If you are like many who long for the grand ol’ service of yesteryear, don’t think in terms of the quality of people (which is the typical assumption), instead think of the number of people involved and how they were allowed to specialize in their field.  A quick example is the gas station.  One person comes out to fill the tank, another person is checking your oil, and another person is washing your windshield.  Is this expensive in labor dollars?  Yes.  But think about the experience the customer had… they probably thought that was great service – and they came back for the service.  You can get gas anywhere.

Today you would pull up, pump your own gas, check the fluids and wash the windows if you felt like it, and possibly have no contact at all with an employee.

Until the pump doesn’t work.  Then the employee calls over the intercom to try to help, but the audio quality is shaky at best, so you can’t understand them.  You get upset, they get upset, all while they are also dealing with a line up people in front of them and the Pepsi delivery that just showed up 4 hours early.

You drive away thinking the service sucked because some untrained teenager who would rather be texting is completely incompetent and you weep for the future.

Get over yourself.

If you are a leader, I urge you to look at this from a workload standpoint.  If your first thought when the budget needs to be cut is to cut staff and combine duties, please stop.  Look at history and think through that move.  Think about the best service experiences you have had (and the places you want to go back to) and see if there is any corollary between the attentiveness and attention of the employees and your wonderful experience.

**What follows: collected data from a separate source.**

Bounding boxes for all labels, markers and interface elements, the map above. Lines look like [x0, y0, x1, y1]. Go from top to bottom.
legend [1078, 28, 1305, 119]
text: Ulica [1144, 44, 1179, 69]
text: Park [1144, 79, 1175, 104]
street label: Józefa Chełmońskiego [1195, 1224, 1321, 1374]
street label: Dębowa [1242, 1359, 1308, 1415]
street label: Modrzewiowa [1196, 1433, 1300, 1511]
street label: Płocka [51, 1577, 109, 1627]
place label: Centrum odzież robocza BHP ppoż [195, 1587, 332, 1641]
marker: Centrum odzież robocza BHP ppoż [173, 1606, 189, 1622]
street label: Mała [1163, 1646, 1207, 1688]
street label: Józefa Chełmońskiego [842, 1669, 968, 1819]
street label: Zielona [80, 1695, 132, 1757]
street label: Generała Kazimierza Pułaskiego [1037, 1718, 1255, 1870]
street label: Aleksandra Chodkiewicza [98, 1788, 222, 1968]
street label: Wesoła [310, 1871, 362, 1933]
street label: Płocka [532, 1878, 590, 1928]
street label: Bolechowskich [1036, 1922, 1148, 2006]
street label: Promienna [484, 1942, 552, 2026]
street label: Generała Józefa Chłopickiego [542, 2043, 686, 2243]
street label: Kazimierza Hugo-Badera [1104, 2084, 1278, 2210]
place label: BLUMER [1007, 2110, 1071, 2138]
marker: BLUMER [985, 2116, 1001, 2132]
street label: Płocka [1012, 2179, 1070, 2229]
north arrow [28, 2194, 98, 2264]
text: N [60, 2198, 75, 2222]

Then ask yourself about the worst experience, and the places you don’t want to go back to.  Probably someplace like the gas station example above.

People will wait longer, drive farther and pay more for great service.  Don’t make them choose you because you are cheapest, make them choose you because you are the best.

Thanks for reading!

Who’s vision is it anyway?

As leaders, we hear a lot about vision.  Not the kind that Lenscrafters can help with, but that kind of forward thinking, forward seeing strategic concept that drives a company to new heights.  However, I think this is only part of the picture, and as a quote shared by my friend and colleague Val Paralitici states, it’s as much (if not more) about finding the vision within your employees.

“Leadership has nothing to do with blindly driving your own vision onto those you lead, it has to do with discovering that vision inside every person and helping them in their path towards achieving it.” H. Landolfi

I think this quote identifies two types of leaders… those who can let go, and those who can’t.

In the past, I have written about Dave and Nancy Tkachuk, who I worked with for a short period of time between theme park jobs, and how they reacted when I told them I would be leaving their company.  You can read about that here.

Dave and Nancy really understood that if I wasn’t happy trying to achieve their vision, it would be better in the long run for me to leave to pursue my own path.  They were supportive, generous and kind.

On the other hand, we have probably all known leaders who were so afraid of losing their top talent that they did whatever they could to keep them on board, whether it was good for the employee or not.  They tried to manipulate, control and just hold on too tight.  Ironically, this usually leads to frustration from the employee, and they end up quitting (sometimes bitterly) anyway.

If you can let go, you encourage development and exploration.

If you can’t let go, you encourage blinders and closed-mindedness.

If you can let go, value your own opportunities for growth.

If you can’t let go, you are likely afraid of your opportunities to fail.

Where do you fall?  If you are someone who can let go, how do you help your employees find their own vision?